A couple of years ago I had the harrowing experience of seeing I Daniel Blake, an impassioned film by Ken Loach who is, in my opinion, the greatest director of the social realism genre.

From Kes, Cathy Come Home to Raining Stones to My Name is Joe; he exposed the brutal, yet warmly unique side of working class life in the UK. It is the beautifully controlled balance between scripted and improvised acting that draws on real life characters, largely ignored, that is his hallmark.

In I Daniel Blake it is the brutality of the social security benefit system that Loach exposes in all its unedifying glory. Not only is it a coherent no holds barred look at the system, but a heart-breaking portrayal of one man’s attempt to stay sane when wrongly ‘categorised’ by social security, something that is ultimately destroying him.

Benefits and Work and Income

Many years ago, as a young student in England I was entitled to an Unemployment Benefit as a student before I went to University. It was indeed a very privileged position to be in. Living in a beautiful little village surrounded by quaint sandstone cottages as I did, I was sheltered from the lives of the poor.

Each fortnight I would travel to ‘sign on’ at the ‘dole office’ locally. It was a depressing experience. Here, for the first time, I met people who had no work and were genuinely subsisting of Unemployment Benefit. It seemed to me that these proud people had a quiet, if not ashamed, reserve. This was the 1980s as Margret Thatcher’s economic monetarist policies took hold and mass unemployment was the norm.

Today I support many people to access their Work and Income entitlements. The much abused and reinforced glass screens protecting staff may have gone, but the sense of ‘us and them’ remains. It is something you will never know unless you too have had to swallow your pride and seek help to make ends meet.

It is hard to underestimate the detrimental effect having an appointment at Work and Income can have upon people, especially for people who have a learning disability or who experience anxiety. And I’m proud that we work alongside the people we support to negotiate the complex and ever changing benefit system.

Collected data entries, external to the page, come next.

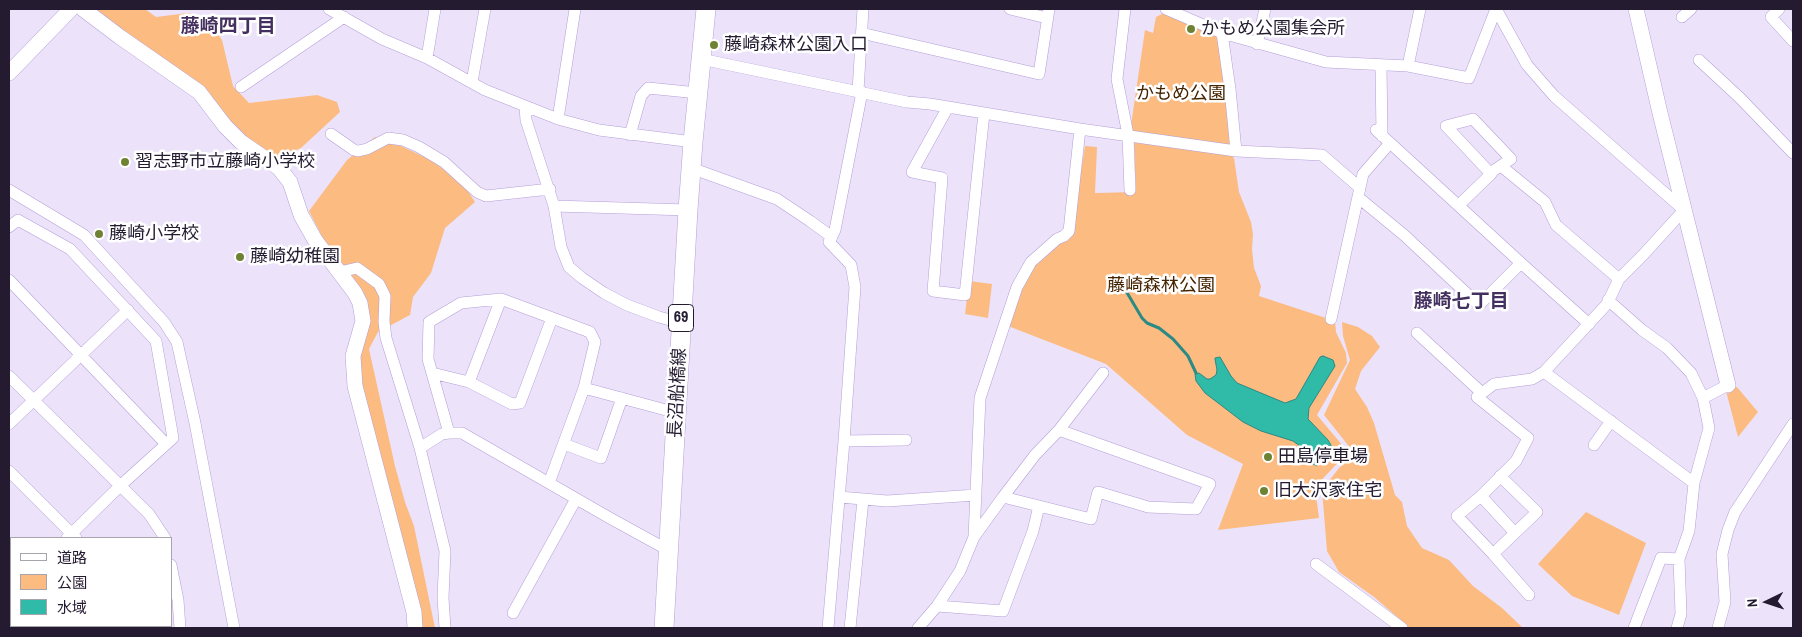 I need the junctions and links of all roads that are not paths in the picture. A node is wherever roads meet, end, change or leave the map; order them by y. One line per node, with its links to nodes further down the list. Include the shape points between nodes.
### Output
1 (71, 9): 30 (street)
2 (83, 9): 61 (street, via 199,92 225,126 279,168 290,182 305,224)
3 (329, 9): 19 (street)
4 (435, 9): 25 (street)
5 (485, 9): 31 (street)
6 (575, 9): 38 (street)
7 (706, 9): 26 (main road, 長沼船橋線 / 69)
8 (863, 9): 21 (street)
9 (1010, 9): 18 (street)
10 (1125, 9): 42 (street, via 1117,79)
11 (1166, 9): 22 (street)
12 (1265, 9): 24 (street)
13 (1420, 9): 29 (street)
14 (1496, 9): 29 (street, via 1469,78); 57 (street, via 1527,66 1554,96)
15 (1636, 9): 57 (street)
16 (1691, 9): 20 (street)
17 (1779, 9): 23 (street, via 1771,17)
18 (1048, 13): 21 (street, via 1039,74)
19 (344, 17): 25 (street, via 382,39); 32 (street)
20 (1682, 17)
21 (861, 33): 34 (street)
22 (1222, 33): 24 (street); 45 (street)
23 (1793, 41)
24 (1257, 44): 28 (street, via 1326,62)
25 (427, 58): 31 (street)
26 (701, 59): 33 (main road, 長沼船橋線 / 69); 34 (street)
27 (1699, 60): 46 (street)
28 (1381, 66): 29 (street); 43 (street)
29 (1408, 66)
30 (9, 73)
31 (472, 82): 35 (street)
32 (241, 88)
33 (698, 92): 41 (street, via 648,88 641,96); 44 (main road, 長沼船橋線 / 69)
34 (860, 92): 36 (street); 59 (street)
35 (525, 107): 38 (street); 50 (street, via 526,120)
36 (948, 107): 37 (street); 37 (street, via 912,172 942,178 933,291 965,294)
37 (984, 113): 39 (street)
38 (558, 119): 41 (street)
39 (1080, 129): 42 (street); 101 (street, via 1069,231 1031,262 1017,287 980,398)
40 (331, 134): 50 (street, via 358,151 388,138 403,140 444,162 477,192 486,196)
41 (630, 135): 44 (street)
42 (1128, 135): 45 (street); 52 (street)
43 (1383, 137): 53 (street, via 1363,174); 54 (street)
44 (693, 142): 48 (main road, 長沼船橋線 / 69)
45 (1236, 151): 53 (street, via 1322,155)
46 (1793, 153)
47 (1501, 166): 49 (street); 49 (street, via 1511,159 1473,118 1446,126); 62 (street, via 1545,202 1556,225)
48 (691, 168): 56 (main road, 長沼船橋線 / 69); 59 (street, via 776,199)
49 (1491, 174): 54 (street)
50 (550, 189): 55 (street)
51 (9, 190): 122 (street, via 84,235 164,322 177,342)
52 (1130, 190)
53 (1359, 192): 60 (street, via 1479,305); 68 (street)
54 (1459, 205): 60 (street)
55 (554, 206): 56 (street); 69 (street, via 560,247 569,266 582,278 627,305)
56 (688, 210): 69 (main road, 長沼船橋線 / 69)
57 (1684, 210): 62 (street); 78 (street)
58 (9, 227): 66 (street, via 18,220 70,249)
59 (832, 237): 91 (street, via 830,242 851,265 855,287)
60 (1521, 263): 70 (street)
61 (340, 272): 95 (street, via 357,268 379,284 385,296 386,338); 123 (street, via 360,303 363,321 353,356 355,386 414,612)
62 (1619, 279): 65 (street)
63 (9, 280): 72 (street)
64 (501, 299): 67 (street); 74 (street, via 461,303 429,322 428,359); 77 (street)
65 (1608, 300): 70 (street); 82 (street, via 1667,348 1691,373)
66 (128, 310): 72 (street); 92 (street, via 156,341 173,438)
67 (552, 318): 77 (street, via 520,403 512,404); 79 (street, via 590,332 595,342)
68 (1331, 319)
69 (681, 323): 84 (main road, 長沼船橋線 / 69)
70 (1589, 324): 73 (street)
71 (1416, 333): 80 (street)
72 (80, 354): 83 (street); 92 (street)
73 (1544, 372): 80 (street, via 1532,379 1494,384); 85 (street)
74 (432, 373): 77 (street); 89 (street)
75 (1103, 373): 88 (street)
76 (9, 376): 83 (street)
77 (469, 382)
78 (1728, 385): 82 (street)
79 (584, 388): 81 (street); 93 (street)
80 (1482, 393): 97 (street, via 1477,397 1528,438 1516,461)
81 (622, 398): 84 (street); 93 (street, via 601,458)
82 (1704, 398): 99 (street, via 1709,428)
83 (32, 401): 86 (street); 100 (street)
84 (677, 413): 112 (main road, 長沼船橋線 / 69)
85 (1611, 421): 94 (street); 99 (street)
86 (9, 424)
87 (1793, 424): 132 (street, via 1735,512 1728,530 1722,554 1726,602)
88 (1059, 430): 102 (street); 107 (street, via 1210,484 1196,509 1148,507 1098,492 1091,520)
89 (449, 432): 95 (street); 98 (street, via 462,433)
90 (906, 440): 91 (street)
91 (844, 441): 104 (street)
92 (166, 444): 100 (street)
93 (564, 444): 98 (street)
94 (1594, 445)
95 (420, 448): 124 (street, via 445,551)
96 (9, 471): 109 (street)
97 (1500, 476): 103 (street); 108 (street, via 1537,512)
98 (549, 483): 105 (street)
99 (1694, 483): 114 (street, via 1689,531)
100 (120, 486): 109 (street); 110 (street, via 149,514)
101 (976, 494): 106 (street); 111 (street)
102 (1003, 496): 107 (street); 111 (street)
103 (1481, 496): 108 (street); 113 (street, via 1457,516)
104 (840, 497): 106 (street); 126 (street)
105 (576, 499): 112 (street); 120 (street)
106 (863, 500): 127 (street)
107 (1039, 506): 119 (street, via 1034,531 1003,611)
108 (1515, 532): 113 (street)
109 (71, 537)
110 (164, 537)
111 (974, 537): 119 (street, via 960,571)
112 (668, 550): 125 (main road, 長沼船橋線 / 69)
113 (1493, 554): 117 (street)
114 (1679, 559): 130 (street, via 1662,558); 131 (street, via 1681,614)
115 (1316, 564): 129 (street)
116 (172, 574): 118 (street)
117 (1529, 595)
118 (175, 599): 121 (street)
119 (937, 606): 128 (street)
120 (512, 613)
121 (180, 628)
122 (234, 628)
123 (415, 628)
124 (445, 628)
125 (664, 628)
126 (828, 628)
127 (850, 628)
128 (918, 628)
129 (1402, 628)
130 (1634, 628)
131 (1677, 628)
132 (1718, 628) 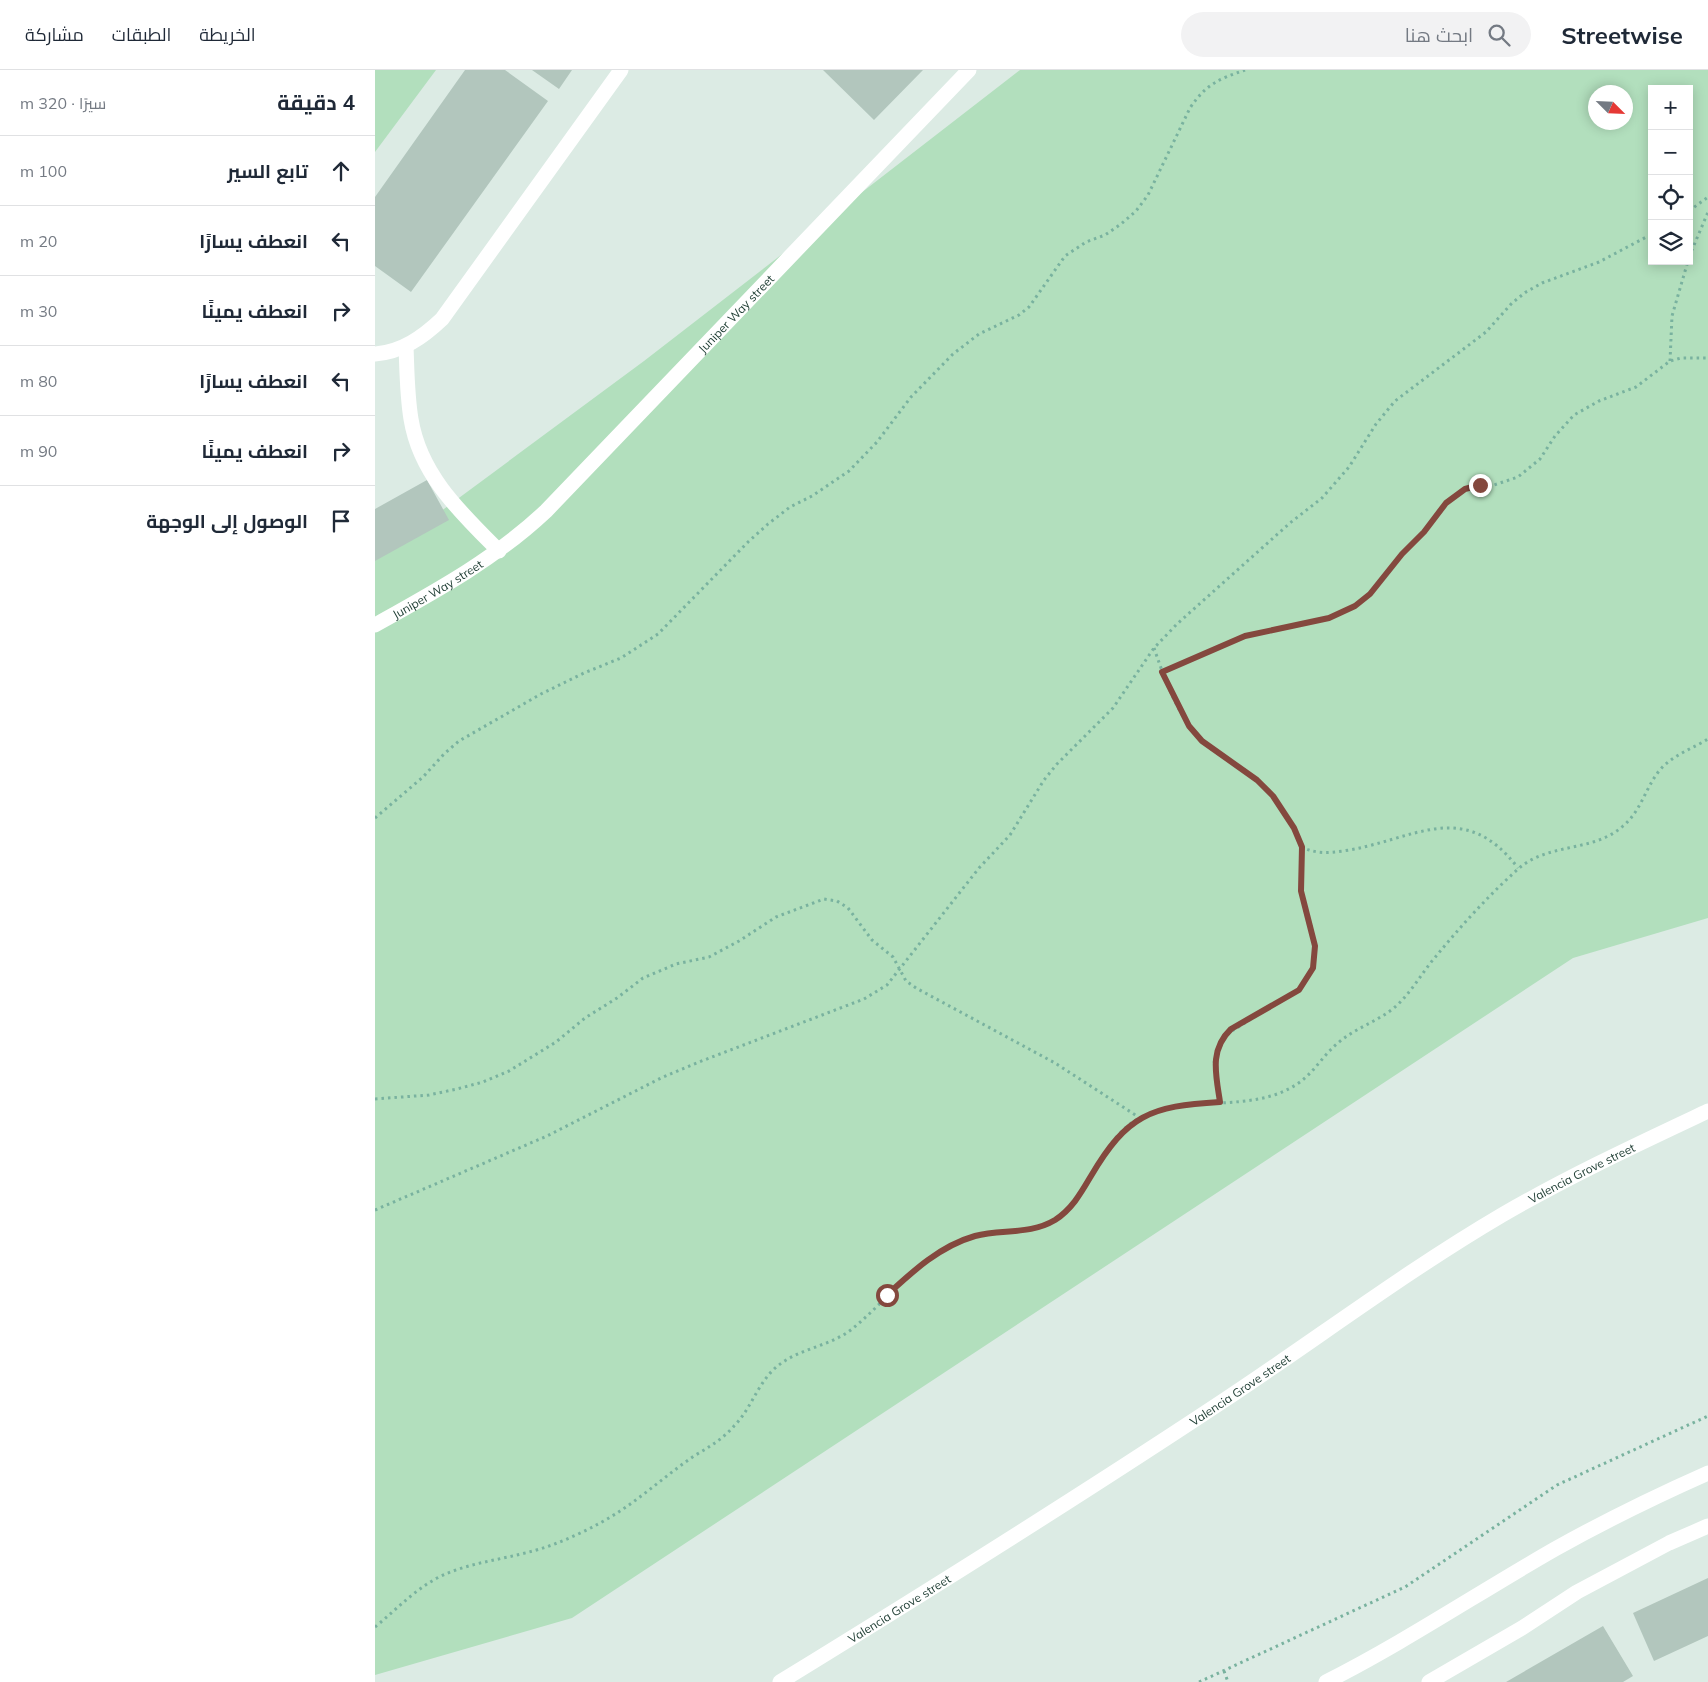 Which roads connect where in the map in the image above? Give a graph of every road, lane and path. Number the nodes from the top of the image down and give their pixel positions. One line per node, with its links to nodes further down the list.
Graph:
1 (621, 70): 10 (street)
2 (969, 70): 14 (street, Juniper Way street)
3 (1245, 70): 19 (path)
4 (1708, 197): 5 (path)
5 (1693, 208)
6 (1708, 212): 8 (path)
7 (1648, 236): 16 (path)
8 (1693, 248)
9 (1687, 265): 13 (path)
10 (406, 346): 11 (street); 14 (street)
11 (375, 354)
12 (1708, 358): 13 (path)
13 (1670, 361): 17 (path)
14 (499, 551): 15 (street, Juniper Way street)
15 (375, 626)
16 (1154, 648): 17 (path); 22 (path)
17 (1162, 672): 20 (path)
18 (1708, 739): 21 (path)
19 (375, 818)
20 (1302, 847): 21 (path); 24 (path)
21 (1518, 868): 24 (path)
22 (900, 968): 23 (path); 26 (path); 27 (path)
23 (375, 1099)
24 (1220, 1102): 26 (path)
25 (1708, 1112): 33 (street, Valencia Grove street)
26 (1140, 1118): 31 (path)
27 (375, 1210)
28 (1708, 1416): 32 (path)
29 (1708, 1473): 36 (street)
30 (1708, 1526): 37 (street)
31 (375, 1627)
32 (1224, 1671): 34 (path); 35 (path)
33 (780, 1682)
34 (1199, 1682)
35 (1228, 1682)
36 (1326, 1682)
37 (1429, 1682) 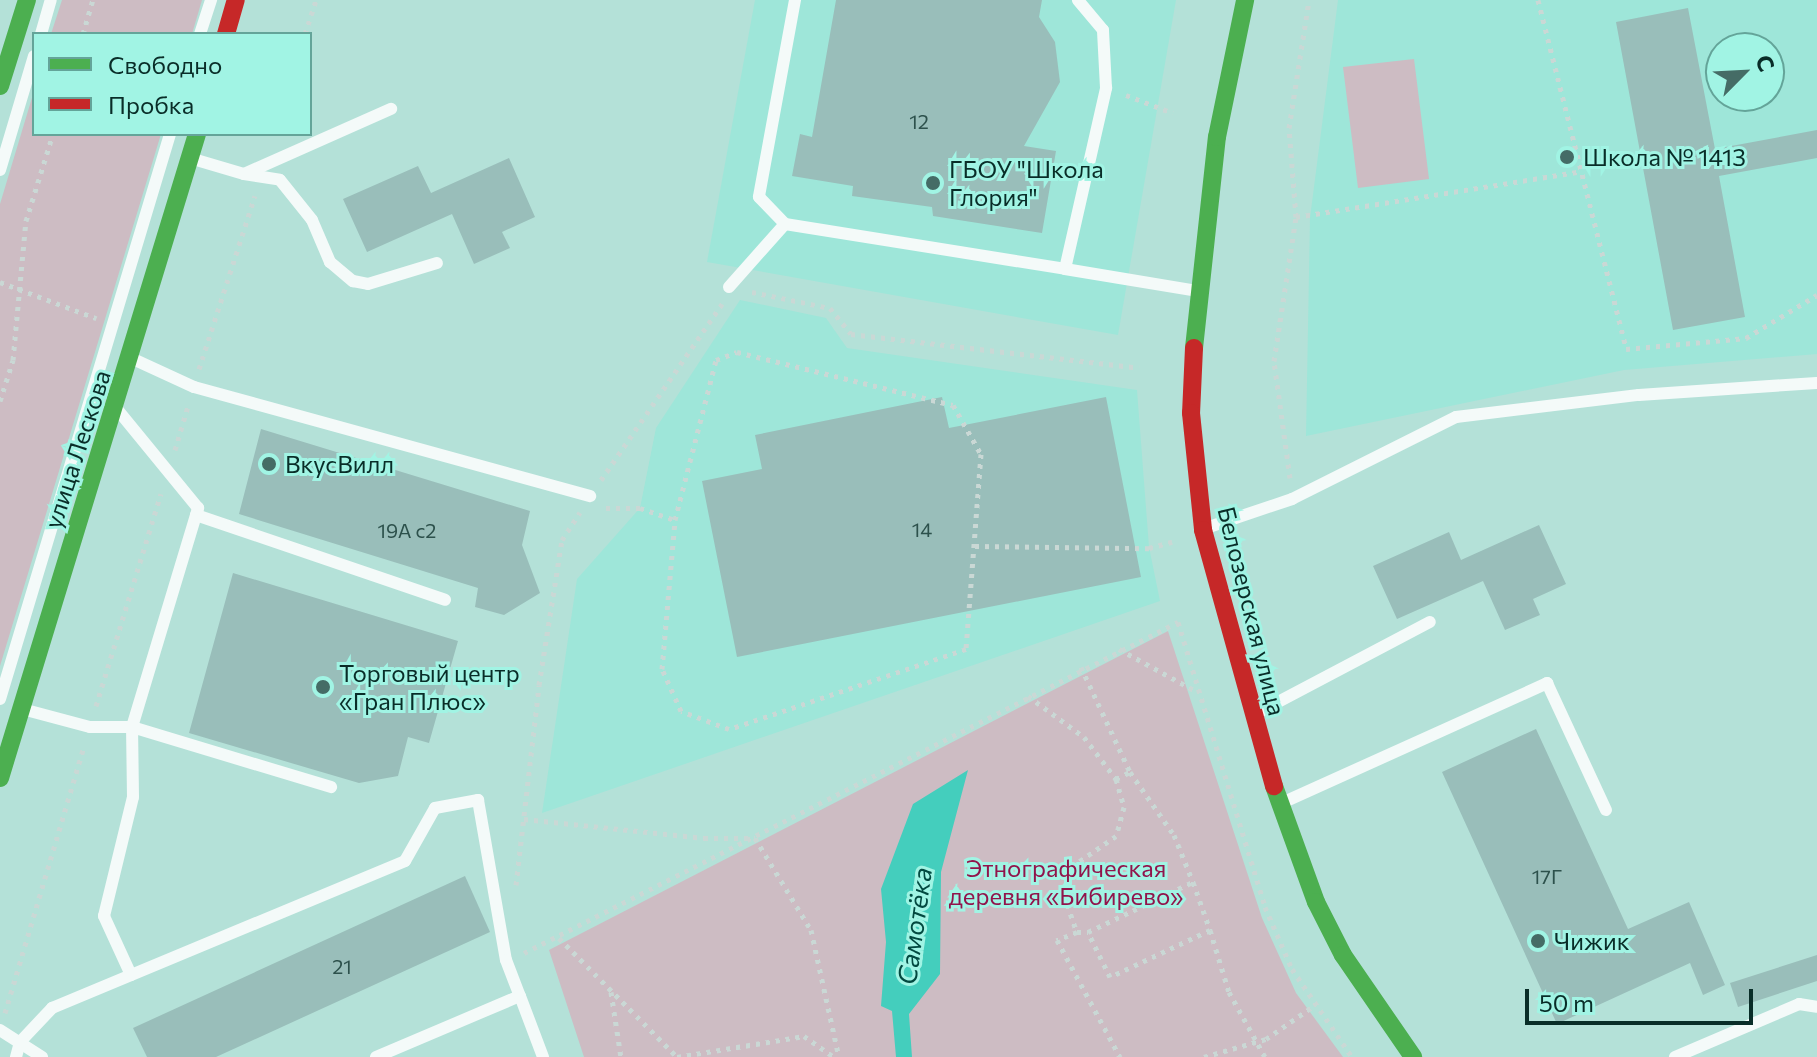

Why you need to see I Daniel Blake

Ken Loach is a complex figure; he is unashamedly left wing for one thing. Some see his films as mere propaganda, constantly decrying the system as a political ideologue. To me, this is far too simplistic. I Daniel Blake has the feeling of a historical drama of Dickensian proportions. A bleak yet fascinating playing out of a game of societal Russian roulette builds up into a climax that literally has you wanting to scream with rage and injustice, always Loach’s trump card.

So what is the film all about?

Daniel Blake is a skilled craftsman. But his highly rated skills are not of market value, they are innate ones like integrity, honesty and compassion. Yet these are of little use in the bureaucratic system of the UK in 2016.

Blake’s crime is to have a heart attack, a double blow after the loss of his wife. His doctor has said he is too ill to work, but he then has to spend 35 hours a week applying for jobs he cannot possibly do. “Why should he?” you might ask? His hand-written CV cuts no ice with the inhuman ‘work coach’ portrayed in the film.

In the middle of all this Daniel’s humanity and compassion finds its expression in the relationship he builds with Katie. Katie is a single parent with two kids who has had to move from London as there is little or no social housing stock, a mirror to the reality of an overcrowded British Isles.

Katie has her benefits frozen leaving her penniless. Daniel tries to support both her and the young children for whom he developed a fatherly love for. As the situation becomes financially untenable, Katie has to go ‘on the game’ and sell herself for money. In the most emotionally charged moment of the film Daniel follows her to a back street brothel and desperately pleads with her to return to the children. The emotional turmoil is captured perfectly as he is forced to leave and we are shown that there are choices in life we will never have to make.

The politics of entitlement New Zealand

In April 2018 the Prime Minister promised an overhaul of the welfare system. She acknowledged Work and Income were expected to make it hard for people to access benefits, and there had to be a cultural change in order to increase entitlement.

Prime Minister Jacinda Ardern said these signalled changes were “imminent”. “The last time we were in Government we tried to flip the starting point of the conversation to one of what you’re entitled to rather than avoiding entitlement,” Ms Ardern said.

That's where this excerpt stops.